Java has two ways of checking whether two booleans differ. You can compare them with !=
, or with ^
(xor). Of course, these two operators produce the same result in all cases. Still, it makes sense for both of them to be included, as discussed, for example, in What's the difference between XOR and NOT-EQUAL-TO?. It even makes sense for developers to prefer one over the other depending on context - sometimes "is exactly one of these booleans true" reads better, and other times "are these two booleans different" communicates intent better. So, perhaps which one to use should be a matter of taste and style.

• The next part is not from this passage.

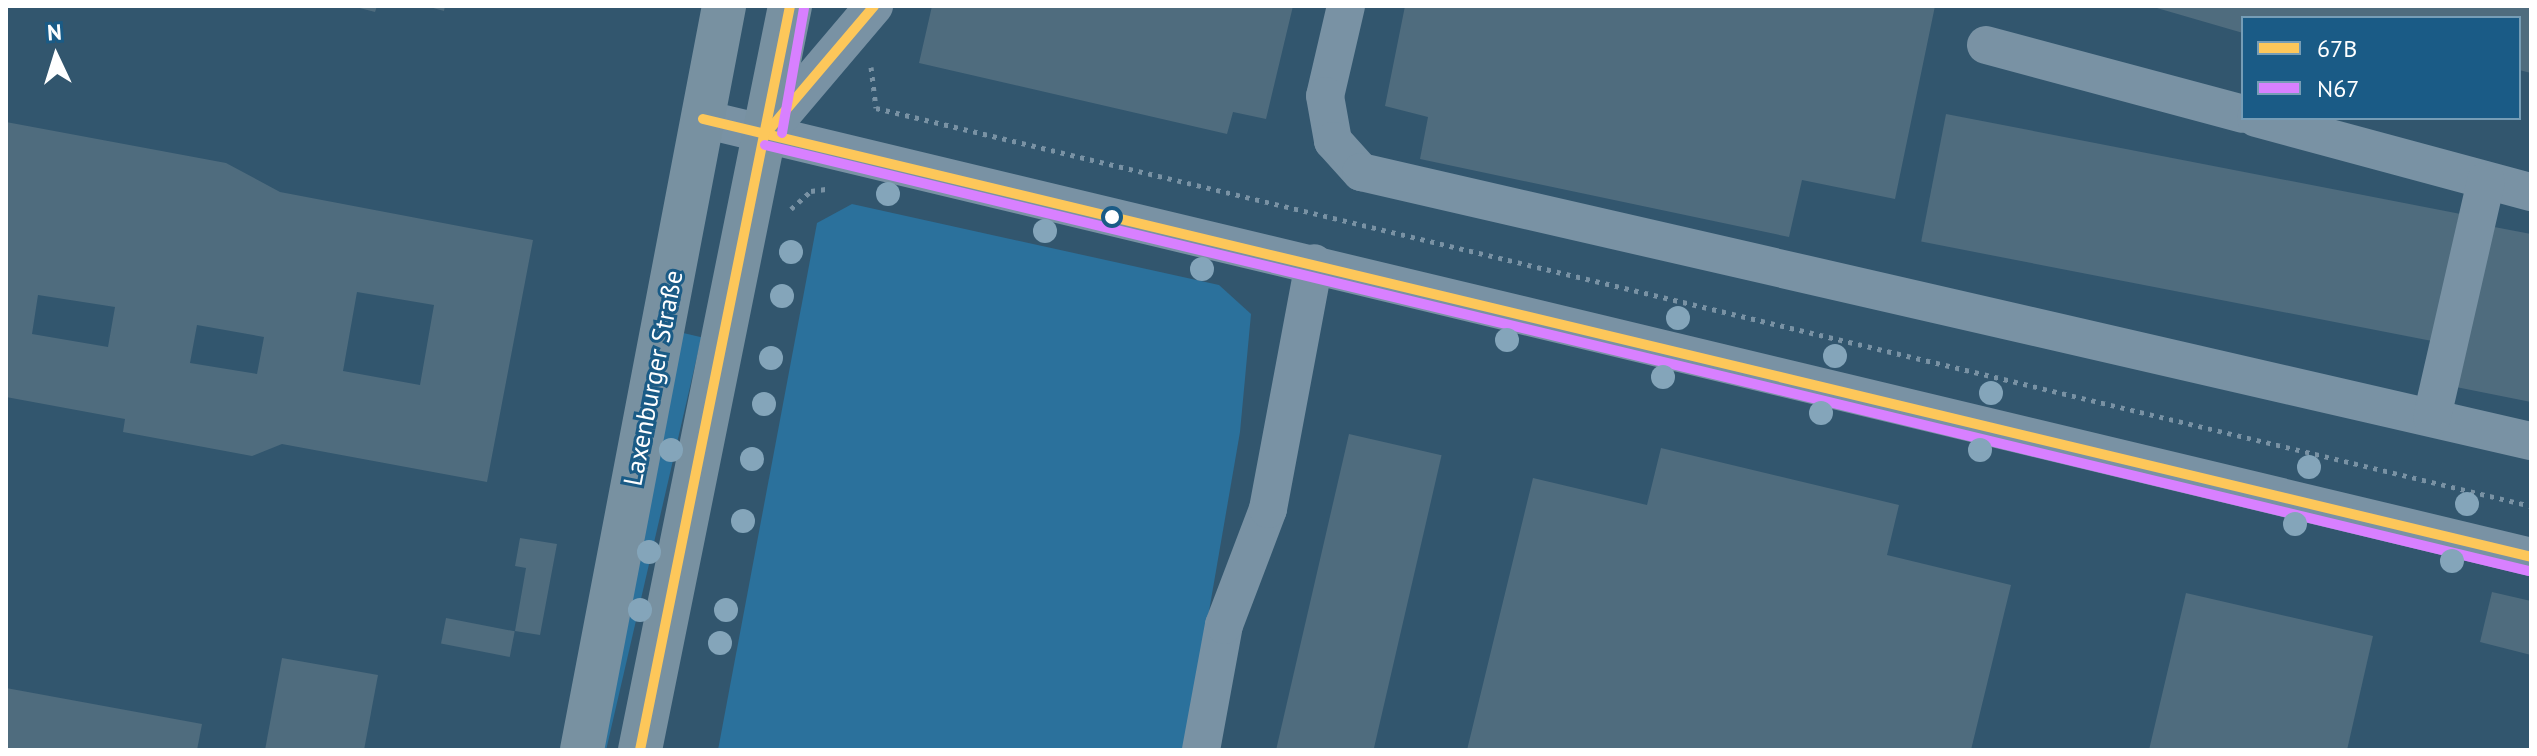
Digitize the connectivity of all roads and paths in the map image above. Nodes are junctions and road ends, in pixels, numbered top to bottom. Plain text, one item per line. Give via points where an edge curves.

What surprised me is that javac does not treat these identically! Consider this class:
class Test {
public boolean xor(boolean p, boolean q) {
return p ^ q;
}
public boolean inequal(boolean p, boolean q) {
return p != q;
}
}
Obviously, the two methods have the same visible behavior. But they have different bytecode:
$ javap -c Test
Compiled from "Test.java"
class Test {
Test();
Code:
0: aload_0
1: invokespecial #1 // Method java/lang/Object."<init>":()V
4: return
public boolean xor(boolean, boolean);
Code:
0: iload_1
1: iload_2
2: ixor
3: ireturn
public boolean inequal(boolean, boolean);
Code:
0: iload_1
1: iload_2
2: if_icmpeq 9
5: iconst_1
6: goto 10
9: iconst_0
10: ireturn
}
If I had to guess, I'd say that xor
performs better, since it just returns the result of its comparison; adding in a jump and an extra load just seems like wasted work. But instead of guessing, I benchmarked a few billion calls to both methods using Clojure's "criterium" benchmarking tool. It's close enough that while it looks like xor is a bit faster I'm not good enough at statistics to say whether the results are significant:
user=> (let [t (Test.)] (bench (.xor t true false)))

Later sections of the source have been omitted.